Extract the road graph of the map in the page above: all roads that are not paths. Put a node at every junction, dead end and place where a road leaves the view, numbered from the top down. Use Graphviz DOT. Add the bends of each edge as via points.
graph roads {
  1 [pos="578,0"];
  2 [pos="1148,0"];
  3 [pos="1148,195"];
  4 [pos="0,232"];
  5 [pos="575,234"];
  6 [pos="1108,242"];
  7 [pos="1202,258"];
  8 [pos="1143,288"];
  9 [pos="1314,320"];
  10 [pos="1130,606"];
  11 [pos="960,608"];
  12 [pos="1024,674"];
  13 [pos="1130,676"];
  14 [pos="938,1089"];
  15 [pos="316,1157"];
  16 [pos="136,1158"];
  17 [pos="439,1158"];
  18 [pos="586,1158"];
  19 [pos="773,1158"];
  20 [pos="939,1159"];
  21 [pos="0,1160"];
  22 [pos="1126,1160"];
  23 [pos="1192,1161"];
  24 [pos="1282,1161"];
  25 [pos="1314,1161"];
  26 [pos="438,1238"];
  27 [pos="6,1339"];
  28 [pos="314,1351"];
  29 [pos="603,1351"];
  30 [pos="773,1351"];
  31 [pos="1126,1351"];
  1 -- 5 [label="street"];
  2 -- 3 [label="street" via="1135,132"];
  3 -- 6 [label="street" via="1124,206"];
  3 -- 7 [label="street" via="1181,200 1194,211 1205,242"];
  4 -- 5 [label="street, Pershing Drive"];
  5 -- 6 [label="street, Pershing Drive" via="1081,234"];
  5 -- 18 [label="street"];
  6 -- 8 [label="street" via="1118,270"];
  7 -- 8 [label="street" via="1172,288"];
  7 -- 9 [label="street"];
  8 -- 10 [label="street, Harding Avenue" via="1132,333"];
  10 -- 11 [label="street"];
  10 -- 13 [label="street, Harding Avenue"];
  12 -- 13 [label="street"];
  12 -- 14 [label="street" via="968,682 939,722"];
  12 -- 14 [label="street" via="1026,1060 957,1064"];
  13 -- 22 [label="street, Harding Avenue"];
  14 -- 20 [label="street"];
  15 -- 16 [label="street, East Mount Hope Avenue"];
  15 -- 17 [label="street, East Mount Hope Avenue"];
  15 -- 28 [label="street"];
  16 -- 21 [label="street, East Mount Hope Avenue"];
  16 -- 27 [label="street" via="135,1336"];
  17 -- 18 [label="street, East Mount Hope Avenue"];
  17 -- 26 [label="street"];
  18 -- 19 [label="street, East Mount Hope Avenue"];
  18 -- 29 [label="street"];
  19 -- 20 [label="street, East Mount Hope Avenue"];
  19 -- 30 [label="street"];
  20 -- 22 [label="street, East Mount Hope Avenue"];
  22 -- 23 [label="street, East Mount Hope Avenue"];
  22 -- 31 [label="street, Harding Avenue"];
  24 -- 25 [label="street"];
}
########
#### [ASSIGNMENT]
In full and word for word, reproduce the data above.

#### [EXERCISE ANSWER]
Extract the road graph of the map in the page above: all roads that are not paths. Put a node at every junction, dead end and place where a road leaves the view, numbered from the top down. Use Graphviz DOT. Add the bends of each edge as via points.
graph roads {
  1 [pos="578,0"];
  2 [pos="1148,0"];
  3 [pos="1148,195"];
  4 [pos="0,232"];
  5 [pos="575,234"];
  6 [pos="1108,242"];
  7 [pos="1202,258"];
  8 [pos="1143,288"];
  9 [pos="1314,320"];
  10 [pos="1130,606"];
  11 [pos="960,608"];
  12 [pos="1024,674"];
  13 [pos="1130,676"];
  14 [pos="938,1089"];
  15 [pos="316,1157"];
  16 [pos="136,1158"];
  17 [pos="439,1158"];
  18 [pos="586,1158"];
  19 [pos="773,1158"];
  20 [pos="939,1159"];
  21 [pos="0,1160"];
  22 [pos="1126,1160"];
  23 [pos="1192,1161"];
  24 [pos="1282,1161"];
  25 [pos="1314,1161"];
  26 [pos="438,1238"];
  27 [pos="6,1339"];
  28 [pos="314,1351"];
  29 [pos="603,1351"];
  30 [pos="773,1351"];
  31 [pos="1126,1351"];
  1 -- 5 [label="street"];
  2 -- 3 [label="street" via="1135,132"];
  3 -- 6 [label="street" via="1124,206"];
  3 -- 7 [label="street" via="1181,200 1194,211 1205,242"];
  4 -- 5 [label="street, Pershing Drive"];
  5 -- 6 [label="street, Pershing Drive" via="1081,234"];
  5 -- 18 [label="street"];
  6 -- 8 [label="street" via="1118,270"];
  7 -- 8 [label="street" via="1172,288"];
  7 -- 9 [label="street"];
  8 -- 10 [label="street, Harding Avenue" via="1132,333"];
  10 -- 11 [label="street"];
  10 -- 13 [label="street, Harding Avenue"];
  12 -- 13 [label="street"];
  12 -- 14 [label="street" via="968,682 939,722"];
  12 -- 14 [label="street" via="1026,1060 957,1064"];
  13 -- 22 [label="street, Harding Avenue"];
  14 -- 20 [label="street"];
  15 -- 16 [label="street, East Mount Hope Avenue"];
  15 -- 17 [label="street, East Mount Hope Avenue"];
  15 -- 28 [label="street"];
  16 -- 21 [label="street, East Mount Hope Avenue"];
  16 -- 27 [label="street" via="135,1336"];
  17 -- 18 [label="street, East Mount Hope Avenue"];
  17 -- 26 [label="street"];
  18 -- 19 [label="street, East Mount Hope Avenue"];
  18 -- 29 [label="street"];
  19 -- 20 [label="street, East Mount Hope Avenue"];
  19 -- 30 [label="street"];
  20 -- 22 [label="street, East Mount Hope Avenue"];
  22 -- 23 [label="street, East Mount Hope Avenue"];
  22 -- 31 [label="street, Harding Avenue"];
  24 -- 25 [label="street"];
}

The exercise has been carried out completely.